(WHAT THIS TASK INVOLVES)
What is needed here is an exact printout of the data, with no pictures included.

::::::

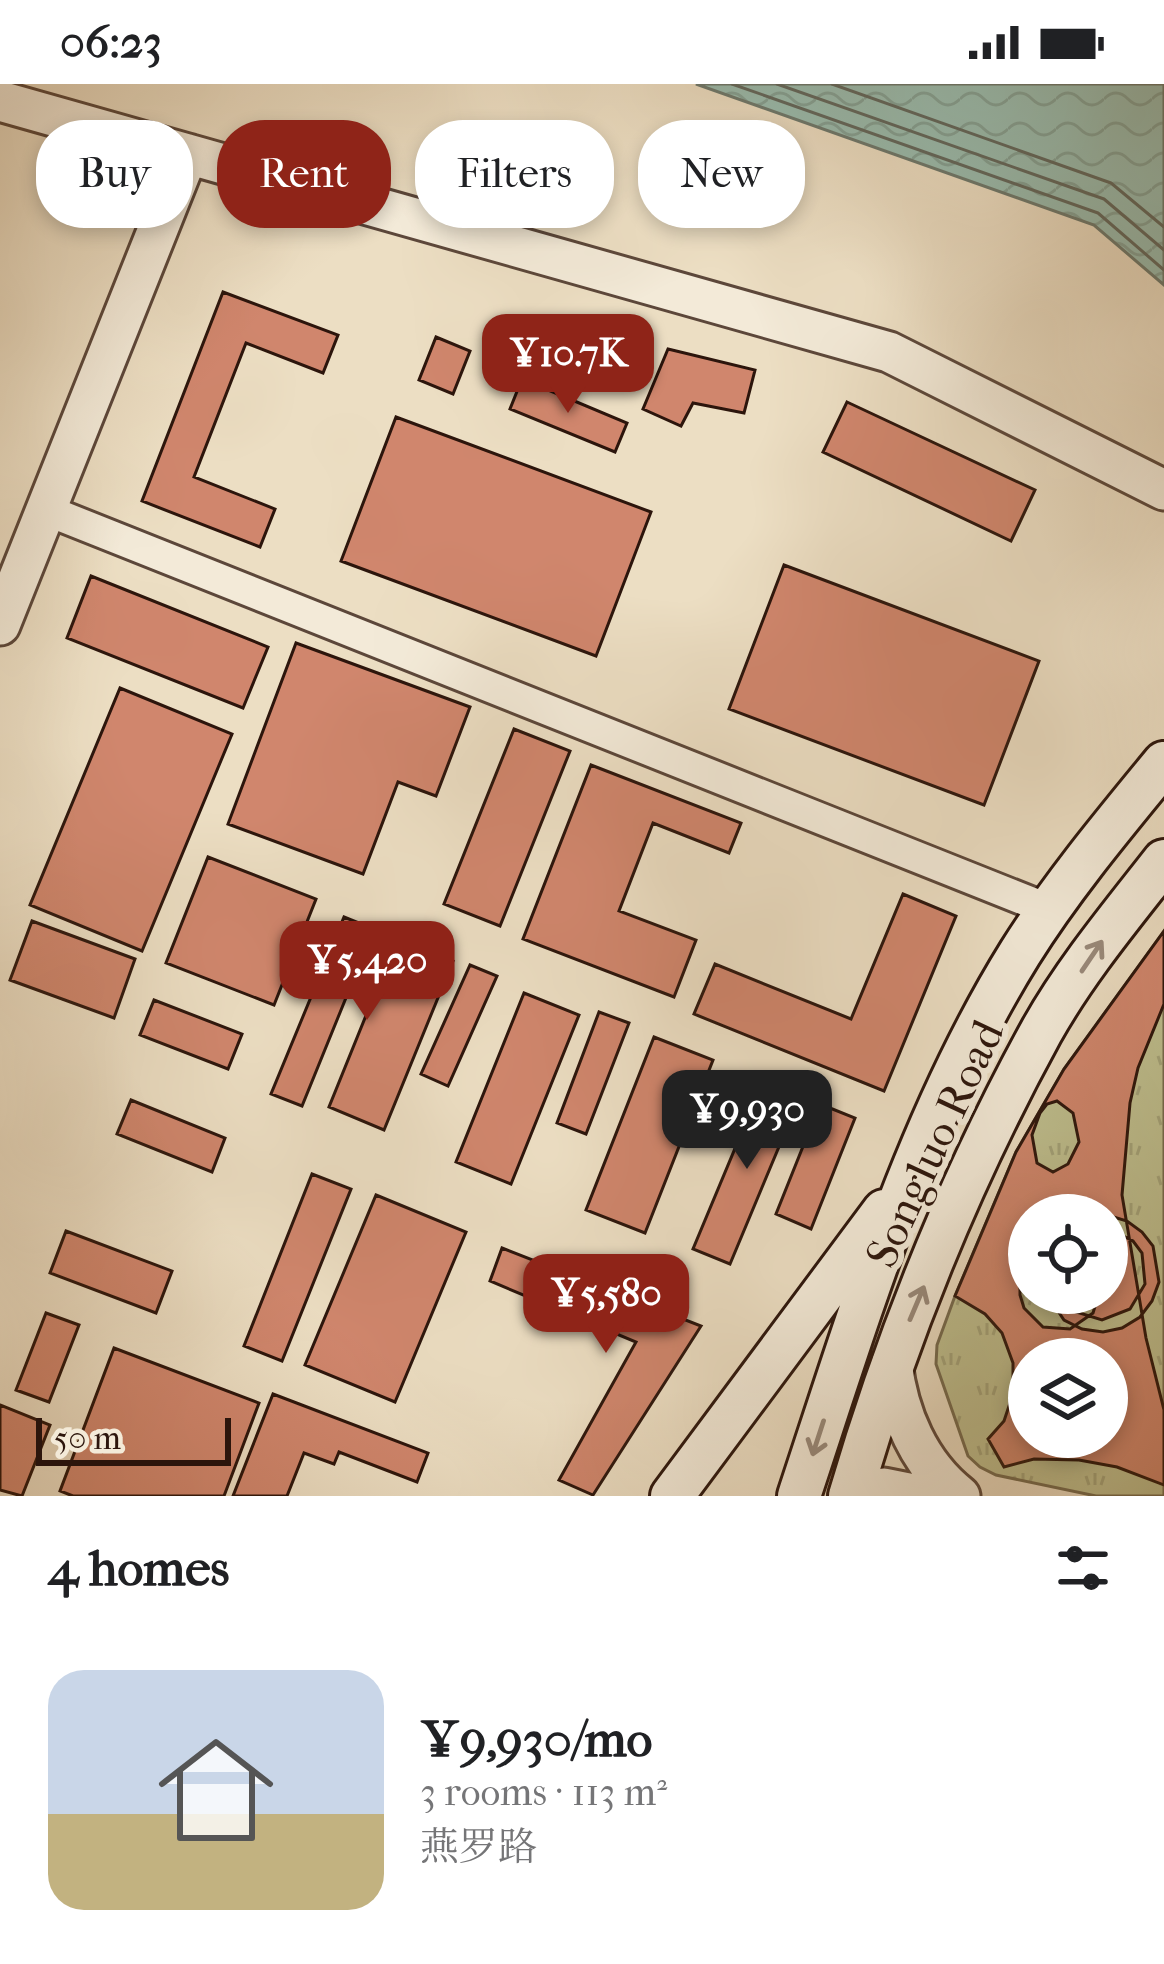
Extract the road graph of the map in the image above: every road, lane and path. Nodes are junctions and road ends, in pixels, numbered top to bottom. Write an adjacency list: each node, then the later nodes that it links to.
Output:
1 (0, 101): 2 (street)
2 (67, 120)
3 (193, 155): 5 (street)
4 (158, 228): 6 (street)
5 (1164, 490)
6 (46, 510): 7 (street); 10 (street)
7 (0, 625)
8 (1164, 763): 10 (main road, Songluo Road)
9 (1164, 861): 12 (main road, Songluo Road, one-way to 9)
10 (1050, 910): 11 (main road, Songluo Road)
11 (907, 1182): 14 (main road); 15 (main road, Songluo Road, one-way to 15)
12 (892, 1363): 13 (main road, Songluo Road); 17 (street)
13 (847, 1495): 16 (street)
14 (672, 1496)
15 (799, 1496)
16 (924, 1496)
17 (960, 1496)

::::::

(SOLVED PROBLEM)
Extract the road graph of the map in the image above: every road, lane and path. Nodes are junctions and road ends, in pixels, numbered top to bottom. Write an adjacency list: each node, then the later nodes that it links to.
Output:
1 (0, 101): 2 (street)
2 (67, 120)
3 (193, 155): 5 (street)
4 (158, 228): 6 (street)
5 (1164, 490)
6 (46, 510): 7 (street); 10 (street)
7 (0, 625)
8 (1164, 763): 10 (main road, Songluo Road)
9 (1164, 861): 12 (main road, Songluo Road, one-way to 9)
10 (1050, 910): 11 (main road, Songluo Road)
11 (907, 1182): 14 (main road); 15 (main road, Songluo Road, one-way to 15)
12 (892, 1363): 13 (main road, Songluo Road); 17 (street)
13 (847, 1495): 16 (street)
14 (672, 1496)
15 (799, 1496)
16 (924, 1496)
17 (960, 1496)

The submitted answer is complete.